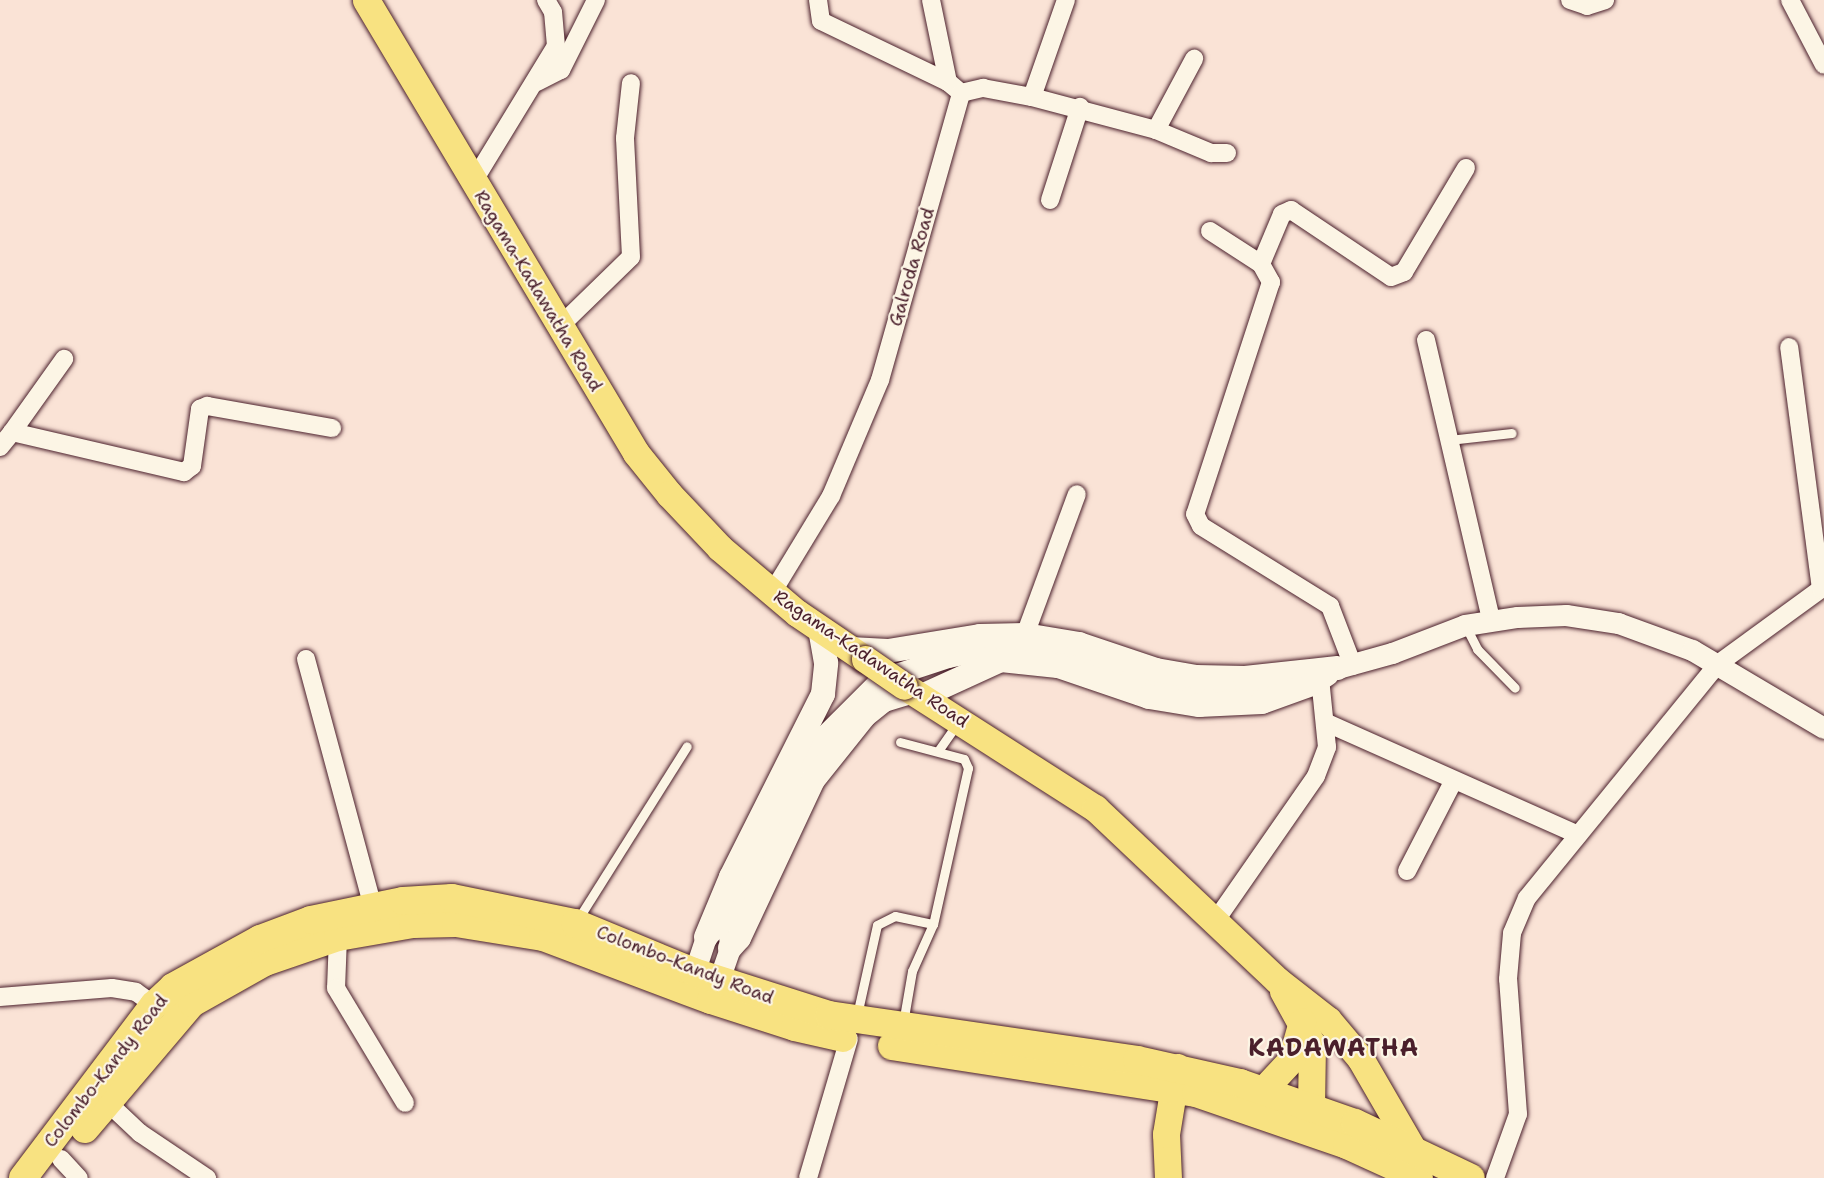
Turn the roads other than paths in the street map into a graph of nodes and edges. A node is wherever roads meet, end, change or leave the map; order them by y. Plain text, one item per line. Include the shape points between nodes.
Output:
1 (366, 0) edge
2 (546, 0) edge
3 (596, 0) edge
4 (818, 0) edge
5 (931, 0) edge
6 (1066, 0) edge
7 (1570, 0) edge
8 (1605, 0) edge
9 (1790, 0) edge
10 (1194, 59) dead end
11 (1823, 62) edge
12 (537, 82) junction
13 (631, 83) dead end
14 (954, 87) junction
15 (1032, 97) junction
16 (1080, 107) junction
17 (1156, 130) junction
18 (1227, 153) dead end
19 (1466, 168) dead end
20 (473, 182) junction
21 (1050, 200) dead end
22 (1210, 231) dead end
23 (1261, 264) junction
24 (559, 327) junction
25 (1426, 340) dead end
26 (1789, 346) dead end
27 (64, 359) dead end
28 (332, 428) dead end
29 (12, 432) junction
30 (1512, 433) dead end
31 (1449, 440) junction
32 (0, 447) edge
33 (1077, 494) dead end
34 (772, 593) junction
35 (1491, 620) junction
36 (1465, 625) junction
37 (820, 630) junction
38 (1025, 635) junction
39 (857, 654) junction
40 (306, 658) dead end
41 (1718, 664) junction
42 (1336, 670) junction
43 (1515, 688) dead end
44 (913, 691) junction
45 (844, 714) junction
46 (960, 720) junction
47 (1327, 723) junction
48 (1824, 728) edge
49 (900, 742) dead end
50 (687, 746) dead end
51 (938, 751) junction
52 (1455, 780) junction
53 (1578, 835) junction
54 (1407, 871) dead end
55 (373, 908) junction
56 (1216, 920) junction
57 (575, 923) junction
58 (933, 924) junction
59 (706, 936) junction
60 (338, 937) junction
61 (730, 948) junction
62 (1277, 980) junction
63 (703, 986) junction
64 (0, 997) edge
65 (154, 1005) junction
66 (1302, 1022) junction
67 (902, 1028) junction
68 (852, 1030) junction
69 (1175, 1078) junction
70 (1374, 1082) junction
71 (1263, 1090) junction
72 (106, 1101) junction
73 (405, 1103) dead end
74 (1308, 1118) junction
75 (1351, 1134) junction
76 (1416, 1164) edge
77 (62, 1172) edge
78 (23, 1178) edge
79 (207, 1178) edge
80 (808, 1178) edge
81 (1168, 1178) edge
82 (1472, 1178) edge
83 (1495, 1178) edge

1 - 20 main road, Ragama-Kadawatha Road
2 - 12 street via 553,12 556,46
3 - 12 street via 561,70
4 - 14 street via 821,21
5 - 14 street
6 - 15 street
7 - 8 street via 1587,6
9 - 11 street
10 - 17 street
12 - 20 street
13 - 24 street via 625,138 631,256
14 - 15 street
14 - 34 street, Galroda Road via 880,380 831,496
15 - 16 street
16 - 17 street
16 - 21 street
17 - 18 street via 1211,153
19 - 23 street via 1404,272 1391,276 1291,210 1282,214
20 - 24 main road, Ragama-Kadawatha Road
22 - 23 street
23 - 42 street via 1271,282 1196,514 1201,526 1330,606
24 - 34 main road, Ragama-Kadawatha Road via 636,453 696,525
25 - 31 street
26 - 41 street via 1821,590
27 - 29 street
28 - 29 street via 207,406 200,410 192,466 184,471
29 - 32 street
30 - 31 lane
31 - 35 street
33 - 38 street
34 - 37 main road, Ragama-Kadawatha Road
35 - 36 street
35 - 41 street via 1566,615 1618,623 1668,640
36 - 42 street
36 - 43 lane via 1477,650
37 - 39 main road, Ragama-Kadawatha Road
37 - 59 main road via 826,663 823,694 731,877
38 - 39 main road via 980,636
38 - 42 main road via 1080,644 1156,670 1196,677 1245,678
39 - 44 main road, Ragama-Kadawatha Road, bridge
40 - 55 street
41 - 48 street
41 - 53 street
42 - 44 main road via 1262,702 1199,705 1149,697 1058,666 1001,660
42 - 45 street via 1260,687 1201,691 1157,684 1066,656 1001,646 948,657 881,680
42 - 47 street
44 - 46 main road, Ragama-Kadawatha Road
44 - 61 main road via 884,700 864,716 813,780 739,938
45 - 59 street via 812,748 724,919
45 - 61 street via 806,774 764,855 729,934
46 - 51 lane
46 - 56 main road, Ragama-Kadawatha Road via 1095,808
47 - 52 street
47 - 56 street via 1327,747 1316,776
49 - 51 lane
50 - 57 lane
51 - 58 lane via 964,759 968,768
52 - 53 street
52 - 54 street
53 - 83 street via 1527,898 1512,933 1508,979 1518,1114
55 - 57 highway, Colombo-Kandy Road via 452,898
55 - 65 highway, Colombo-Kandy Road via 311,920 260,939 173,987
56 - 62 main road, Ragama-Kadawatha Road
57 - 63 highway, Colombo-Kandy Road
58 - 67 lane via 912,971
58 - 68 lane via 895,916 878,925
59 - 63 street
60 - 63 highway, Colombo-Kandy Road via 413,924 456,923 577,948
60 - 72 highway, Colombo-Kandy Road via 265,962 192,1003
60 - 73 street via 336,988
61 - 63 street
62 - 66 main road
62 - 70 main road via 1294,990 1342,1035
63 - 68 highway, Colombo-Kandy Road via 795,1028
64 - 65 street via 112,988 136,992
65 - 78 highway, Colombo-Kandy Road
66 - 71 main road via 1291,1060
66 - 74 main road via 1312,1044
67 - 68 highway, Colombo-Kandy Road
67 - 69 highway, Colombo-Kandy Road
68 - 69 highway, Colombo-Kandy Road
68 - 80 street
69 - 71 highway, Colombo-Kandy Road
69 - 74 highway, Colombo-Kandy Road
69 - 81 main road via 1166,1134
70 - 75 main road
70 - 76 main road
71 - 74 highway, Colombo-Kandy Road
72 - 77 highway, Colombo-Kandy Road
72 - 79 street via 140,1133
74 - 75 highway, Colombo-Kandy Road
75 - 76 highway, Colombo-Kandy Road
76 - 82 highway, Colombo-Kandy Road

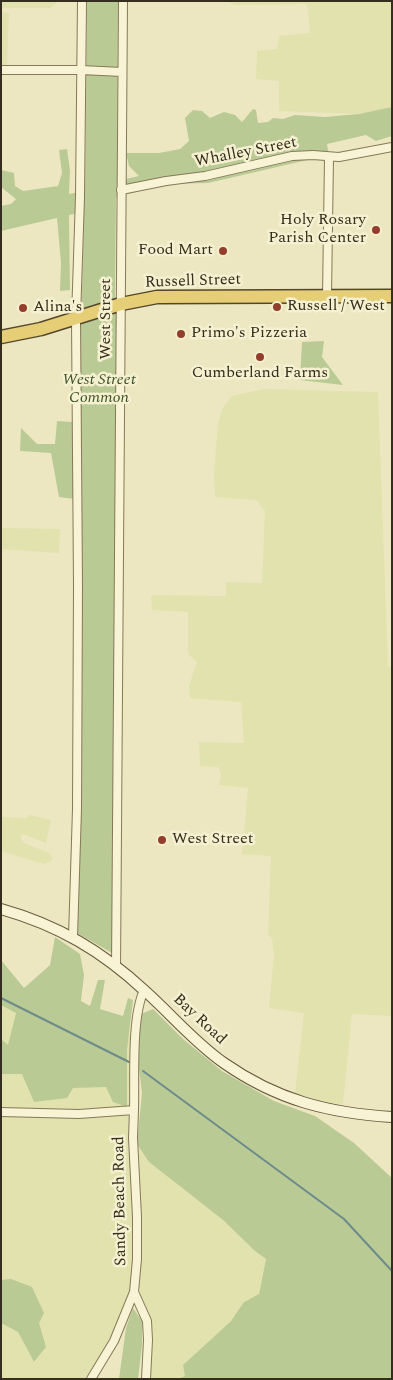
• • • • • • •
**Your assignment:**
Lines holding "Kadawatha" in the material above: report their number and nothing else.

**Exercise solution:**
9